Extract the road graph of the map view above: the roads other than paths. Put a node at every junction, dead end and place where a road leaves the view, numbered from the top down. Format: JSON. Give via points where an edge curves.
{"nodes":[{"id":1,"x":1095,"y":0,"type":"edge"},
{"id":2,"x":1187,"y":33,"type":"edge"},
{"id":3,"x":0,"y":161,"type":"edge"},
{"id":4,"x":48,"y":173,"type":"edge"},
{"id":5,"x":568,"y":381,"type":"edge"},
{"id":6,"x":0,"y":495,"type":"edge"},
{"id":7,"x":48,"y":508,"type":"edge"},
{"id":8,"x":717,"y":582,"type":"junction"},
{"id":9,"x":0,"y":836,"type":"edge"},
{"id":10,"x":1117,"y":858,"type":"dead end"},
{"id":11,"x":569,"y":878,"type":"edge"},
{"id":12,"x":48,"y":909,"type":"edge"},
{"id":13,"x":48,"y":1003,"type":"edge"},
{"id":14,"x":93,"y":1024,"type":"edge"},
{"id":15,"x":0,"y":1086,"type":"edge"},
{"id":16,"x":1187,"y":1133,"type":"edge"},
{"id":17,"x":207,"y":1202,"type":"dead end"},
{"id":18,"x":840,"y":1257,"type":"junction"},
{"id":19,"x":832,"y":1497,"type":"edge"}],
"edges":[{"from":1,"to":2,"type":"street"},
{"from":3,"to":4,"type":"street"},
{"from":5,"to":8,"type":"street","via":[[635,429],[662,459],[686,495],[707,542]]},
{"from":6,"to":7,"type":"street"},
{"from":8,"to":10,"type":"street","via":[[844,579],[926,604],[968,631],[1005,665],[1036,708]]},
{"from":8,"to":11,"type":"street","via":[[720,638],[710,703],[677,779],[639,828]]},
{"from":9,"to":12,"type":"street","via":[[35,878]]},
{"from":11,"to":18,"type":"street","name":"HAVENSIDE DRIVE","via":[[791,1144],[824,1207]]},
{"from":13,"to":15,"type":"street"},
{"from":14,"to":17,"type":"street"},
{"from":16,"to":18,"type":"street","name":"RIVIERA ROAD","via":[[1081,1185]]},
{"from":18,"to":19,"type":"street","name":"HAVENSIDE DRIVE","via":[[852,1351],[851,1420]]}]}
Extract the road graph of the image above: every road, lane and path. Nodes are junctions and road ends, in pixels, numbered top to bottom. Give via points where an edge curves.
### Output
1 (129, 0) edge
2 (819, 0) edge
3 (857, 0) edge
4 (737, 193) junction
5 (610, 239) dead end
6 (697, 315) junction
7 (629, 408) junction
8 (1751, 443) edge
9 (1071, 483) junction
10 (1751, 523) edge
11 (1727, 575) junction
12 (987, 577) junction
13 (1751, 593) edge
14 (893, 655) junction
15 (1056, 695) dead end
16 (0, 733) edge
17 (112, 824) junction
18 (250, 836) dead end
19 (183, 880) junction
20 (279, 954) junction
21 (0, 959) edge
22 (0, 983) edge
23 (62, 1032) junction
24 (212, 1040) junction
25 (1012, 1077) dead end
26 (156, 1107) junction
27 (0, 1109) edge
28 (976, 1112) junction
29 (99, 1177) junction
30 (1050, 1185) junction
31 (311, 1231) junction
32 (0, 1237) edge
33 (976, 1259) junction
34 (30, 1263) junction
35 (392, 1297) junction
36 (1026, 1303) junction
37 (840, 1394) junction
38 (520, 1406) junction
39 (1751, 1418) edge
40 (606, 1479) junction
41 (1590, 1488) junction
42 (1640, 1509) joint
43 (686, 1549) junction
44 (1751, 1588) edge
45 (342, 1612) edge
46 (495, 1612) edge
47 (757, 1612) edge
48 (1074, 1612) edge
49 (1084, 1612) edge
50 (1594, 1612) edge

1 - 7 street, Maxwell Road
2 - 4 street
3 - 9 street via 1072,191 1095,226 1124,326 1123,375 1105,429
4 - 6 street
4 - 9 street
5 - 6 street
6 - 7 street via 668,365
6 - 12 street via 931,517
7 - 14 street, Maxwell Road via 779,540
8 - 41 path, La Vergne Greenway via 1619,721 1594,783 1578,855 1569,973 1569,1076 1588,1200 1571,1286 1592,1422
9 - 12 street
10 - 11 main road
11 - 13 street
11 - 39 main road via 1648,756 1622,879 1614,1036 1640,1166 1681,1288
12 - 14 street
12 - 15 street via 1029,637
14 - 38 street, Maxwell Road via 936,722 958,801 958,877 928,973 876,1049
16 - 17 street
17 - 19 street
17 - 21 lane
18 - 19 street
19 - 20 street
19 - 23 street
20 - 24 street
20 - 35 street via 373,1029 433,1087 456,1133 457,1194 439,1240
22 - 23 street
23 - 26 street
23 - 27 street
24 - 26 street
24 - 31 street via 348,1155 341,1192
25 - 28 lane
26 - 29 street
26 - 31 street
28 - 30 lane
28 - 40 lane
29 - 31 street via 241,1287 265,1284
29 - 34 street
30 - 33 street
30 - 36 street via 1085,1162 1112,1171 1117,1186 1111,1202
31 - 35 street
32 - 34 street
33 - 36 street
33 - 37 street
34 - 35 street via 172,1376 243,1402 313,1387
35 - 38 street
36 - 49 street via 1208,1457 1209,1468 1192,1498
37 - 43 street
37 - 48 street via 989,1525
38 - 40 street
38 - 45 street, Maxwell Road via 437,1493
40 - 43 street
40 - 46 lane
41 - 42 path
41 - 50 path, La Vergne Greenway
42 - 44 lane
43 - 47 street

--------------------------------------------------

TASK REQUIREMENTS
Only one thing belongs in the answer: the number of lines of the data that contain the string "numbered".

TASK RESPONSE
2